■ **YOUR INSTRUCTIONS**
If a line in the data below includes the string "Astrada", please return a copy of it.

(STUDY MATERIAL)

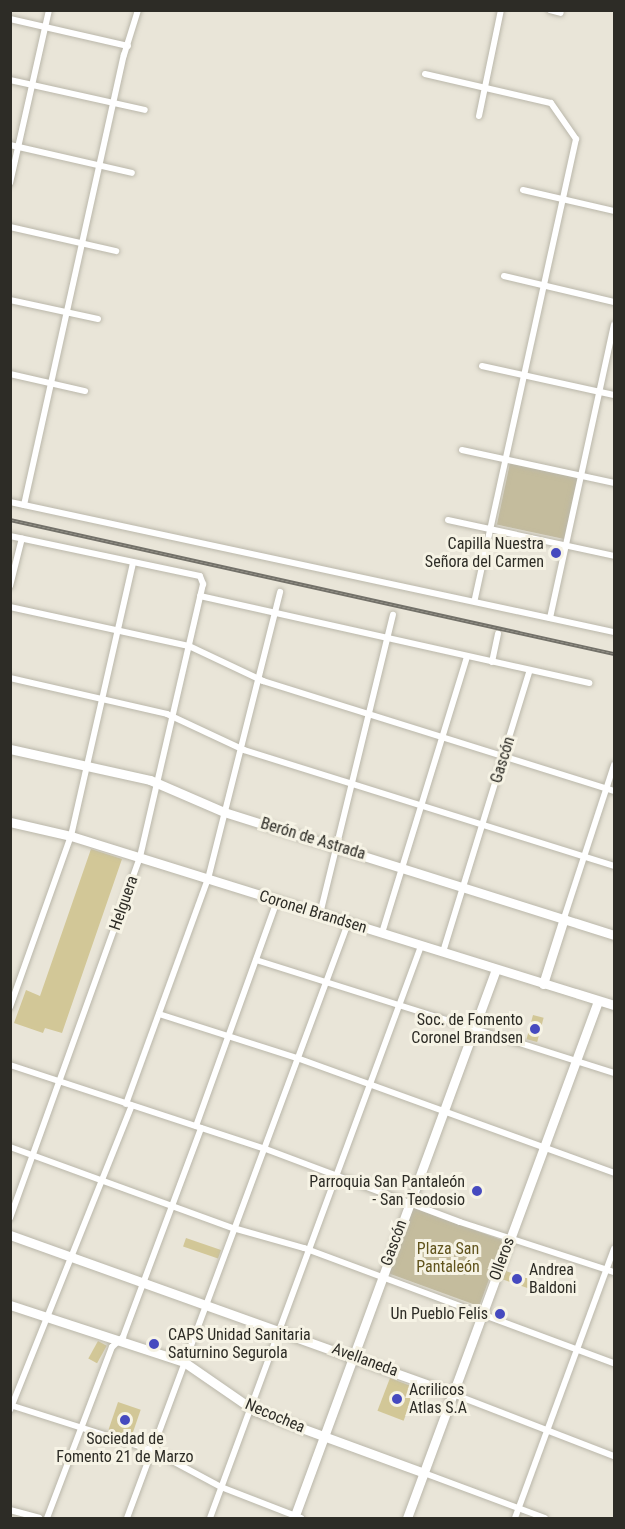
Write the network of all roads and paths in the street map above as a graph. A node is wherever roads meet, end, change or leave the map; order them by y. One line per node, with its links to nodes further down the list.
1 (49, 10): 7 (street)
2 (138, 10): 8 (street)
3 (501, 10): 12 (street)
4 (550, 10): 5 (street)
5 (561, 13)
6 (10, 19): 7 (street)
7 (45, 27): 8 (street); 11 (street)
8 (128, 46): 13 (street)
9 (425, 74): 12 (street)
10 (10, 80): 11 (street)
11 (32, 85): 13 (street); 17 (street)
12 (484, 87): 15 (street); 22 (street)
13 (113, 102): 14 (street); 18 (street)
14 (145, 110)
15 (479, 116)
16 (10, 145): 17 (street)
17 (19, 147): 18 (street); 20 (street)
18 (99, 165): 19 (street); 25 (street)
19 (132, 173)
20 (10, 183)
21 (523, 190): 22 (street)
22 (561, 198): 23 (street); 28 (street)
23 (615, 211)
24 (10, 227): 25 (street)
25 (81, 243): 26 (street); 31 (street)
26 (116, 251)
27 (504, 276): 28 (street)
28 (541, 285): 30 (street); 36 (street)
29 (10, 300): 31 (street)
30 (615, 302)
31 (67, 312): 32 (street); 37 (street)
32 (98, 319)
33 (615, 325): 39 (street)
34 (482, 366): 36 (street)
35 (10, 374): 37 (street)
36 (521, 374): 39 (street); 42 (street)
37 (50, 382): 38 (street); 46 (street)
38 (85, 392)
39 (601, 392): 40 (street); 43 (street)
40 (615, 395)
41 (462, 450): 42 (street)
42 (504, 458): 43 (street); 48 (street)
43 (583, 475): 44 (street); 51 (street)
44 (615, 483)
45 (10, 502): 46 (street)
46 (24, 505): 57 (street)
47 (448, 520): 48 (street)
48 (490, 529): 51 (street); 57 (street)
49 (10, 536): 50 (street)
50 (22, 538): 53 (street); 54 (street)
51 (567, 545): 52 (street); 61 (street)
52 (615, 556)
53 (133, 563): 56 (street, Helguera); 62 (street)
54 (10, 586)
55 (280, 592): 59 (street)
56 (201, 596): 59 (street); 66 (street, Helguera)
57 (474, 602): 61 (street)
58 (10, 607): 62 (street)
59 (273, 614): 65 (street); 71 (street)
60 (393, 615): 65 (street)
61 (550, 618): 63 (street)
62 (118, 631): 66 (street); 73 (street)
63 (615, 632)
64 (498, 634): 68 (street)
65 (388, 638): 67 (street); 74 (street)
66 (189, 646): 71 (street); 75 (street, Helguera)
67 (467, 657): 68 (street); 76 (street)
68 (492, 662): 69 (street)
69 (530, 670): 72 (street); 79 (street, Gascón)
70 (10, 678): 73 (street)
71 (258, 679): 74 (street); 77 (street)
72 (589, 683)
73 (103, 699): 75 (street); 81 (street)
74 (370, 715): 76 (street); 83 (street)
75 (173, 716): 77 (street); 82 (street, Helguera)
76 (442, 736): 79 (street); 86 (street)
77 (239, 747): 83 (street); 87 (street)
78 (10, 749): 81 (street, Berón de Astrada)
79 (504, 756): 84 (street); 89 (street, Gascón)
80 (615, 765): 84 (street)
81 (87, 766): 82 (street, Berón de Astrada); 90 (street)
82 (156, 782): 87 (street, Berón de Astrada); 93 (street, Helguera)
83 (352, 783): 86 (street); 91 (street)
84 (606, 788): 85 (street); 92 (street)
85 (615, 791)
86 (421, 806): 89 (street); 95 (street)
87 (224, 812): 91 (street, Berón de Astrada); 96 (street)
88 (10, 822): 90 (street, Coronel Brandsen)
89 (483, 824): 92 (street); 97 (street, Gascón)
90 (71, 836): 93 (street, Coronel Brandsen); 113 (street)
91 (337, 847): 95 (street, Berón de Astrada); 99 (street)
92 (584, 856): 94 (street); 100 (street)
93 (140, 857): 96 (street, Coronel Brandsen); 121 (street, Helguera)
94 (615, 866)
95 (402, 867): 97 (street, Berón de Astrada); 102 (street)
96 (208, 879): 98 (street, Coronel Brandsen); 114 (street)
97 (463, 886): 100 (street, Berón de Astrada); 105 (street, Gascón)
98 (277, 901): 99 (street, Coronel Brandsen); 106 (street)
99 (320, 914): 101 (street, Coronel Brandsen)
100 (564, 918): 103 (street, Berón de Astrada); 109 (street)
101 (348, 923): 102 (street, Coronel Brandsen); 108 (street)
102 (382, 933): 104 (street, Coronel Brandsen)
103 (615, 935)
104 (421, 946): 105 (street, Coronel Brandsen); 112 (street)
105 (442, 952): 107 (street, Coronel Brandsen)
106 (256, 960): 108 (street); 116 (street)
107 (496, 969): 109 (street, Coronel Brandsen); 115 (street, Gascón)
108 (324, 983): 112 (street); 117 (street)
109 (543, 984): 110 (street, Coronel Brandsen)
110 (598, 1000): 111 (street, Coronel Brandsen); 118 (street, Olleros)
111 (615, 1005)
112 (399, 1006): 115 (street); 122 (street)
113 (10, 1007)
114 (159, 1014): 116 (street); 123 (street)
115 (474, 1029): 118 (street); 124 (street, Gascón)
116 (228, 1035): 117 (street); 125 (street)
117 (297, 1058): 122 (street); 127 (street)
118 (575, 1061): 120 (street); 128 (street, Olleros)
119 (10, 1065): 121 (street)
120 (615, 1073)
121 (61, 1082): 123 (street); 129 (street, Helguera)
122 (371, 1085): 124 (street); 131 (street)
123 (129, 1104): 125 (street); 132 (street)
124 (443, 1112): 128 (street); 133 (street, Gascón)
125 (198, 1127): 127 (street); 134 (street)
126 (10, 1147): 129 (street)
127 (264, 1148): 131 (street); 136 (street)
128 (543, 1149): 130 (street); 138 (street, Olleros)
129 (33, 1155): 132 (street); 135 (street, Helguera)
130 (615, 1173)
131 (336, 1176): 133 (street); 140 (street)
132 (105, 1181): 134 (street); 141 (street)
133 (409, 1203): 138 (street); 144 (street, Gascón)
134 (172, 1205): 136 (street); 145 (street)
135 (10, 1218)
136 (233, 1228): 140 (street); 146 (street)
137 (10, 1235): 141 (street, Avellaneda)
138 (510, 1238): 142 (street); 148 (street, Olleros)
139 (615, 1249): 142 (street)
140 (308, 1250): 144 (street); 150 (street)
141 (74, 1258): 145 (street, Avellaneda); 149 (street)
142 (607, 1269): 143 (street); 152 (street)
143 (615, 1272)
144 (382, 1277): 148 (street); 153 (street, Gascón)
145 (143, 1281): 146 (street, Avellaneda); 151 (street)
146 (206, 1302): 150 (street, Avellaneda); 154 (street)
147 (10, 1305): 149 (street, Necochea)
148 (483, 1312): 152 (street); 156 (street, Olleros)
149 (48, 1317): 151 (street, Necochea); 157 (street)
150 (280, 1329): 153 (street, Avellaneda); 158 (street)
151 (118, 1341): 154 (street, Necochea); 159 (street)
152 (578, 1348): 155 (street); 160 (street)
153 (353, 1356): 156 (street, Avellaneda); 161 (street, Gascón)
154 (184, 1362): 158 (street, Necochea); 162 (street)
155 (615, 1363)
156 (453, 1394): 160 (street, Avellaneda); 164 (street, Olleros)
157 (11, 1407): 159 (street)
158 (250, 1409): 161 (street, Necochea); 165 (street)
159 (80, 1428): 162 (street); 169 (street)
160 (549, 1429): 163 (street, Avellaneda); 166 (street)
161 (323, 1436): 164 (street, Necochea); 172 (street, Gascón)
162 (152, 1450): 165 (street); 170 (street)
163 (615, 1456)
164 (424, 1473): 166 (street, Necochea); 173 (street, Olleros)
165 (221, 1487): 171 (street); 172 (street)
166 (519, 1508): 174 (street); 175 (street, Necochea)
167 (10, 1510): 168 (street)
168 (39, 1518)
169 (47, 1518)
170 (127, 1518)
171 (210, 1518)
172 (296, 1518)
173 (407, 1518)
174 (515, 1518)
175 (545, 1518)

(End STUDY MATERIAL)

■ **RESULT OF THIS EXERCISE**
78 (10, 749): 81 (street, Berón de Astrada)
81 (87, 766): 82 (street, Berón de Astrada); 90 (street)
82 (156, 782): 87 (street, Berón de Astrada); 93 (street, Helguera)
87 (224, 812): 91 (street, Berón de Astrada); 96 (street)
91 (337, 847): 95 (street, Berón de Astrada); 99 (street)
95 (402, 867): 97 (street, Berón de Astrada); 102 (street)
97 (463, 886): 100 (street, Berón de Astrada); 105 (street, Gascón)
100 (564, 918): 103 (street, Berón de Astrada); 109 (street)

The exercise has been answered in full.